I am extremely close to getting a new camera. I have had the same Canon Rebel Xsi since 2008. It’s still alive and kicking, but I know I need to upgrade and let the old one function as a back up, or to use at shows. This old camera has brought me much joy, creativity, and exploration. I look back on my old work and how I have learned so much since I first got that camera.
Getting this new camera will mark a new change for my photography. In that past, I have offered photo shoot specials for paid shoots. I have bartered photo shoots with people. I’ve done some shoots outside of my preferred artistic genre…I was pleased with some, others I wasn’t. Some of those shoots had almost nothing to do with a creative vision of my own, leaving me feeling like time was wasted. Model Mayhem has worked well for me most of the time, but it’s not so easy for me to find people that click with me on a creative level these days. Just like most artists who have collaborated with others, you sometimes get a vision that, once mixed with another persons, it doesn’t look so much like what you originally visualized any more.
Moving forward, I do not wish to offer myself as a service. I don’t want to rent myself out for weddings, baby bump or kiddy pictures. I don’t want to offer paid shoots to inexperienced models who look like scenester kids so they can have pictures to upload on Facebook. I’m not going to throw a concept out there to have someone butcher it and distort the outcome.
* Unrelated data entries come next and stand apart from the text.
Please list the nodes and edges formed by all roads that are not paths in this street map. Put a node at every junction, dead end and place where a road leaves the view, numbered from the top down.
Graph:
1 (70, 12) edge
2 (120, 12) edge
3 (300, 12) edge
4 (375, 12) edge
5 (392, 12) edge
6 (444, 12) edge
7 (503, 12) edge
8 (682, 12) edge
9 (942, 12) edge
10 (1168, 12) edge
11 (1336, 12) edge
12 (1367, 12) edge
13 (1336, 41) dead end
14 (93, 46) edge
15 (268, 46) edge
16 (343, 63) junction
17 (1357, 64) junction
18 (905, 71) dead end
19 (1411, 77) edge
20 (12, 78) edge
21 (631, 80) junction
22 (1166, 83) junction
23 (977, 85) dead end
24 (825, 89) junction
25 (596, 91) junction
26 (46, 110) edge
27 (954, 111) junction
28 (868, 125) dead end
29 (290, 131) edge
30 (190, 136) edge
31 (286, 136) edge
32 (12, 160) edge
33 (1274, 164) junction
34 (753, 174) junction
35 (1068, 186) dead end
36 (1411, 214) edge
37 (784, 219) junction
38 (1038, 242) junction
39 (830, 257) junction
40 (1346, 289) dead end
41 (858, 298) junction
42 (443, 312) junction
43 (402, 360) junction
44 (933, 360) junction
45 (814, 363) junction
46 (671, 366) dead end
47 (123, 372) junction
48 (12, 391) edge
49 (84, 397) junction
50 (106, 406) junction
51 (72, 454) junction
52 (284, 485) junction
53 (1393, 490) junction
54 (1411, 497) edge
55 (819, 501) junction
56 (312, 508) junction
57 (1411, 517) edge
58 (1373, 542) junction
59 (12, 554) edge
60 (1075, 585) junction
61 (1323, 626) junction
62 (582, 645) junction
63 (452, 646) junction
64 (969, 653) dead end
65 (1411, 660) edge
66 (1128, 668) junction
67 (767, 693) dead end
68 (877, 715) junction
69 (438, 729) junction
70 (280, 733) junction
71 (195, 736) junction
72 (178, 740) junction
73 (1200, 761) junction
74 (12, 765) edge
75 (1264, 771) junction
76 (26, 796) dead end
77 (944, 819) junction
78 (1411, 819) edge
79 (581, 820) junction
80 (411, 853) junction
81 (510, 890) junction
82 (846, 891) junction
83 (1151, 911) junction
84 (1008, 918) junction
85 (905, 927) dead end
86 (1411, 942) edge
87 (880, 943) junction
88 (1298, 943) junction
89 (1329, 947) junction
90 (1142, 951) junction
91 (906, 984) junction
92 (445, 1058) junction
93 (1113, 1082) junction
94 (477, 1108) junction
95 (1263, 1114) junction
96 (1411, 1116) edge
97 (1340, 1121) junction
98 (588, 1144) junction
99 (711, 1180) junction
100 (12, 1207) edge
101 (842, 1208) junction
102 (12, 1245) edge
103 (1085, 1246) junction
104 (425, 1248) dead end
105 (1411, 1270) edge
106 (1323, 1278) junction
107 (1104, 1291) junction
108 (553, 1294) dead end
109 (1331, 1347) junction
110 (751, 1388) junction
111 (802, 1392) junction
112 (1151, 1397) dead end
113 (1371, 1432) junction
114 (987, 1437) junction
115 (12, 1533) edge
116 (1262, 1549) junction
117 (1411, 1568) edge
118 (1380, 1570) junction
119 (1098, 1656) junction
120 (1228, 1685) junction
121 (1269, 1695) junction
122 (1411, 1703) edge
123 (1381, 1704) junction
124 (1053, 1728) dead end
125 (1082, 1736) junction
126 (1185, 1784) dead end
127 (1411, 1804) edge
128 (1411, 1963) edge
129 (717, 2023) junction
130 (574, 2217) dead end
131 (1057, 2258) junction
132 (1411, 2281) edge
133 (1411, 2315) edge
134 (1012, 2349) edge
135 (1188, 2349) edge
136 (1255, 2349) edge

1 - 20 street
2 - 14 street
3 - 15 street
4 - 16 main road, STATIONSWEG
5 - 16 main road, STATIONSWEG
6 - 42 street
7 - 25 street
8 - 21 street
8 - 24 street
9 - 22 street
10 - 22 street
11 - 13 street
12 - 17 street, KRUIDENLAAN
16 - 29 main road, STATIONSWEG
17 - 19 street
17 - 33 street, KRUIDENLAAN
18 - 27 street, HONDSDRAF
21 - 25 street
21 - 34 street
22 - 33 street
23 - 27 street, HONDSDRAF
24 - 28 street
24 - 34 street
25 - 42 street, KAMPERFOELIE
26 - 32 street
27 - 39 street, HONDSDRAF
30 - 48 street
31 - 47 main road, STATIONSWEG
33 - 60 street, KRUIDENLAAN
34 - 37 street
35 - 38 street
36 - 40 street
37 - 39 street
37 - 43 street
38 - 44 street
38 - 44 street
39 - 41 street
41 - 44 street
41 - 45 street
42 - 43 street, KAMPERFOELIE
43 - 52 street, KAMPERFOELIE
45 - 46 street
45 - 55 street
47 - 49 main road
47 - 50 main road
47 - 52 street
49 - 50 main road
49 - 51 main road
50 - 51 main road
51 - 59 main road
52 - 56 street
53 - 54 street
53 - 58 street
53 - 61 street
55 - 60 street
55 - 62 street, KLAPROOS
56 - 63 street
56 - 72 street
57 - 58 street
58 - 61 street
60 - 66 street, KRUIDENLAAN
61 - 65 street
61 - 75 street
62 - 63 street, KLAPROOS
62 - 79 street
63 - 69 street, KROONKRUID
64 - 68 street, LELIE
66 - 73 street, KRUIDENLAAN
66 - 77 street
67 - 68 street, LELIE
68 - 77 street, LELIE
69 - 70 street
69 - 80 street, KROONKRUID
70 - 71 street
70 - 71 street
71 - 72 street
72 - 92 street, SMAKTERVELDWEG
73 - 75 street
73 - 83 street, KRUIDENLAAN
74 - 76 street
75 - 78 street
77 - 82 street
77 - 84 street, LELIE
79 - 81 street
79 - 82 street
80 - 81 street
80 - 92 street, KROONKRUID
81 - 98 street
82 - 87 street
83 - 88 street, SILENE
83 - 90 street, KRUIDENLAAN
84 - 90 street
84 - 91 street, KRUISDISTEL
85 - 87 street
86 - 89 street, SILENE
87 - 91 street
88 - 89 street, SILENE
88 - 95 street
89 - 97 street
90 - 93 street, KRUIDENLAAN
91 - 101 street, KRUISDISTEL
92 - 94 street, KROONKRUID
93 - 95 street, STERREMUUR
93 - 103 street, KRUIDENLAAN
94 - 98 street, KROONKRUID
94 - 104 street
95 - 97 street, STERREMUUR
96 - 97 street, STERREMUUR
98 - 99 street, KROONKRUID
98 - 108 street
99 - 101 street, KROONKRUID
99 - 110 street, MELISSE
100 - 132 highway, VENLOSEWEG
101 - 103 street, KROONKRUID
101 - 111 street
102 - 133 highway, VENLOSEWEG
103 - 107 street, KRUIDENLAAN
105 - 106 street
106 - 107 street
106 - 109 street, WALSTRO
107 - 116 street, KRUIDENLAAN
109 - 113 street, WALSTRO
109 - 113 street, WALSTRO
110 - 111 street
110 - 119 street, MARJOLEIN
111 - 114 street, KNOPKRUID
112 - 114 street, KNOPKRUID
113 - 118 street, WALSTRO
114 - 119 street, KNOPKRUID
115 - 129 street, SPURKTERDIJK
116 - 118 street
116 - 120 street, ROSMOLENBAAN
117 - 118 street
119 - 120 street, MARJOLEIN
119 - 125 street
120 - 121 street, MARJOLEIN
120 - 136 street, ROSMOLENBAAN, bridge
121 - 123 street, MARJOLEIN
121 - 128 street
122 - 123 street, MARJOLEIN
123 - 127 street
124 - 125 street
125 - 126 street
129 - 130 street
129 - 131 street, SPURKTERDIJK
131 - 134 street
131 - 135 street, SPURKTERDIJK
All I want is to be an artist. I have been sketching out many of my ideas these days, and I want to use them to completely customize my visions so I know my subjects are clear. I’m not going to seek out models to shoot with me. I have friends who already understand my mind and are perfectly capable collaborating with me on projects I have in store for this path I’m on. No glamour or fashion. Just grit and fucked up shit. No compromising anymore.